Berne, 13 May 2011
Today, André Borschberg and Bertrand Piccard's solar plane set off on its first international flight to Brussels. Thanks to the satellite-supported Swisscom solution on board the plane, anyone can fly in the Solar Impulse virtual cockpit and keep up to date with the project's progress via the Internet on Bluewin and using a mobile app.
Swisscom has been supporting André Borschberg and Bertrand Piccard's solar plane project since 2009, because Solar Impulse is a great ambassador for renewable energies, energy efficiency and innovations. As part of this cooperation, Swisscom, as the national telecommunications partner, has undertaken to develop an ultra-light system to ensure communication between the pilot and his crew on the ground at all times anywhere in the world. "The communication solution from Swisscom is very important because it allows us to pilot the plane safely over uninhabited areas and oceans," explains André Borschberg, CEO of Solar Impulse. The system includes a satellite unit with antenna, amplifier and modem, a screen with integrated keyboard, computer (CPU) and memory, a phone with amplifier for the pilot's headset and a camera.
It might seem simple at first glance, but upon closer inspection it becomes clear that the communication solution is a major technical challenge, as the entire thing weighs only five kilograms. Previous products with a significantly smaller number of functions weighed more than 20 kilograms. In addition, the average power consumption is just 50 watts, about as much as a standard light bulb. All of the components fitted in the cockpit have to withstand considerable fluctuations in temperature and air pressure too.

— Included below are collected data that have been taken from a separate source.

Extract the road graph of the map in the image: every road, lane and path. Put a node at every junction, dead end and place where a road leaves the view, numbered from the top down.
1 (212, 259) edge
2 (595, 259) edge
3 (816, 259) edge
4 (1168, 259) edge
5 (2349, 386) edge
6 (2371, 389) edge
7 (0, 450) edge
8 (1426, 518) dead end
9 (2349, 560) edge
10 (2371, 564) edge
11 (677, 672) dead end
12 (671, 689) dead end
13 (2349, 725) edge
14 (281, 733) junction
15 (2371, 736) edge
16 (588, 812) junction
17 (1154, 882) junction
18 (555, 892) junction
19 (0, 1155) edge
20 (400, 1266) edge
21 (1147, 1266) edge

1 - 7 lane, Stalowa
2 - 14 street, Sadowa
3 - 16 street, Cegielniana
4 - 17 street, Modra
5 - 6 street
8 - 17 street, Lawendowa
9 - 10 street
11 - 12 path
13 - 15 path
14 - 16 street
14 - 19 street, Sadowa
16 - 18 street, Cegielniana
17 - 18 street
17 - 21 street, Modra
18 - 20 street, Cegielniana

The communication solution was developed by one of Swisscom's innovation teams, because it has extensive technical know-how and its own testing laboratory in Ostermundigen, Switzerland. Six engineers spent a year searching for the most powerful global communication network and the most efficient components. They then worked with the manufacturers on the laborious development process required to reduce everything to the bare essentials. The team also designed a space- and energy-saving phone and programmed fail-safe software for operating the system.
Thanks to the Swisscom communication solution, anyone can experience Solar Impulse's international flights for themselves through the eyes of the pilot, because the satellite connection allows the plane's current data (position, speed, route, etc.) to be reproduced online in a virtual cockpit. Swisscom also provides updates on Bluewin, Facebook and Twitter and a special application for iPhone, iPad and Android smartphones.
Solar Impulse's first international flights
Payerne - Brussels (13 May 2011)
Brussels - Paris (first half of June 2011)
Paris - Payerne (end of June 2011)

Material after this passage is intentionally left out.